Friday, 29th March 2024
To guardian.ng
Search

FGN bonds market rises by 22.20%, hits N16.9 trillion

By Helen Oji
01 November 2018   |   3:15 am
The Association of Issuing Houses of Nigeria (AIHN), has announced that the total value of trading in the FGN Bonds market rose by 22.20 per cent to N16.877 trillion in 2017, from N13.811 trillion achieved in the corresponding period in 2016.     Also, numbers of deals within the same period grew from 50,427 to…

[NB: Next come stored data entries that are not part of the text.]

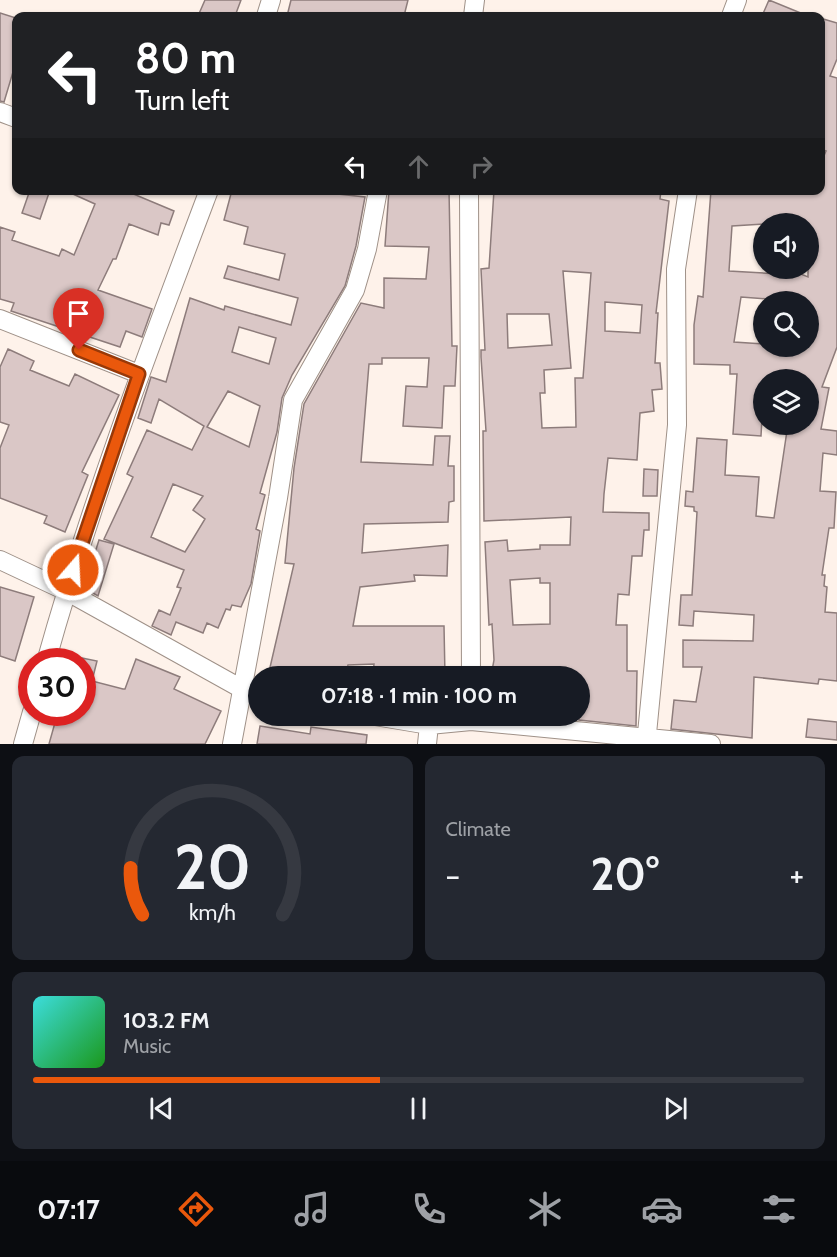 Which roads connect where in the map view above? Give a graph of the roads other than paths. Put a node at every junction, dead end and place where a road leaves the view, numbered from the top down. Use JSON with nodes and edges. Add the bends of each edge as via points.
{"nodes":[{"id":1,"x":207,"y":195,"type":"edge"},
{"id":2,"x":377,"y":195,"type":"edge"},
{"id":3,"x":469,"y":195,"type":"edge"},
{"id":4,"x":687,"y":195,"type":"edge"},
{"id":5,"x":0,"y":319,"type":"edge"},
{"id":6,"x":139,"y":374,"type":"junction"},
{"id":7,"x":0,"y":560,"type":"edge"},
{"id":8,"x":66,"y":591,"type":"junction"},
{"id":9,"x":50,"y":648,"type":"edge"},
{"id":10,"x":254,"y":666,"type":"edge"},
{"id":11,"x":471,"y":666,"type":"edge"},
{"id":12,"x":248,"y":690,"type":"edge"},
{"id":13,"x":248,"y":697,"type":"edge"},
{"id":14,"x":28,"y":726,"type":"edge"},
{"id":15,"x":429,"y":726,"type":"edge"},
{"id":16,"x":532,"y":726,"type":"edge"},
{"id":17,"x":646,"y":741,"type":"edge"},
{"id":18,"x":23,"y":744,"type":"edge"},
{"id":19,"x":232,"y":744,"type":"edge"},
{"id":20,"x":427,"y":744,"type":"edge"},
{"id":21,"x":711,"y":744,"type":"edge"}],
"edges":[{"from":1,"to":6,"type":"street"},
{"from":2,"to":10,"type":"street","via":[[355,290],[293,400]]},
{"from":3,"to":11,"type":"street"},
{"from":4,"to":17,"type":"street","via":[[676,269],[677,425]]},
{"from":5,"to":6,"type":"street"},
{"from":6,"to":8,"type":"street"},
{"from":7,"to":8,"type":"street"},
{"from":8,"to":9,"type":"street"},
{"from":8,"to":12,"type":"street"},
{"from":13,"to":19,"type":"street"},
{"from":14,"to":18,"type":"street"},
{"from":15,"to":20,"type":"street"},
{"from":16,"to":17,"type":"street"},
{"from":17,"to":21,"type":"street"}]}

Pedestrians pass street traders in the business district of Lagos. PHOTO: George Osodi/Bloomberg

The Association of Issuing Houses of Nigeria (AIHN), has announced that the total value of trading in the FGN Bonds market rose by 22.20 per cent to N16.877 trillion in 2017, from N13.811 trillion achieved in the corresponding period in 2016.
   
Also, numbers of deals within the same period grew from 50,427 to 63,031, representing an increase of 24.99 per cent.
   
The President of the Association, Sonnie Ayere, while speaking at the s yearly general meeting in Lagos, yesterday, explained that FGN bonds dominated primary bond market activities in 2017, following the introduction of the FGN Savings Bond, Sovereign Sukuk, and Green Bonds into the domestic market.

   
According to him, the bond market capitalisation increased to N9.29 trillion as at December 31, 2017, from N6.93 trillion recorded in the previous year. 
   
“The new bonds: FGN Savings Bond, Sovereign Sukuk ,and Green Bonds are valued at N7.2 billion, N100.00 billion, and N10.69 billion, respectively. The DMO redeemed a total of N198.032 billion worth of Nigeria Treasury Bills (NTBs) in December 2017, with $500 million, out of the $3.0 billion Eurobond issued in November 2017.
   
“In the corporate bond market, there was a decline in activity in 2017, relative to 2016. Corporate bonds issuance for 2017 stood at N23.15 billion by three companies: Dufil Prima Foods Plc, Viathan Funding Plc, and LAPO Micro Finance Bank SPV Plc, compared to N108.04 billion issued by nine corporates in 2016, representing a decrease of 78.57 per cent. The decline in the issuance by corporate bonds was attribued to the high borrowing cost prevalent in the domestic capital market in 2017.”
   
On the achievement during the year under review, Ayere said the association’s push for enhanced liquidity to finance business operations for investment banking firms has yielded a reasonable result, as the Central Bank of Nigeria accepted to allow Capital Market Operators (CMOs) to purchase government bonds and CBN securities directly from the apex bank.
   
“We were involved in a number of capital market and capacity building programmes with the Securities and Exchange Commission (SEC); one of such activities was a roundtable aimed at having a responsive Commission and a more efficient capital market.
   
“The Association also threw its weight behind the proposal by the National Assembly Joint Committee on Capital Market and Institutions, for the demutualisation of the NSE, all things being equal; we expect this to materialise next year.”
   
Reviewing its performance, Ayere said the association sustained its growth trajectory, as total income grew by 19.9 per cent to N52.91 million, higher than N44.12 million posted in the previous year.
   
The sum of N22.15 million was realised from members’ subscriptions during the period under review compared to N19.65 million posted in 2016, while total expenses dropped to N19.18 million from N20.56 million.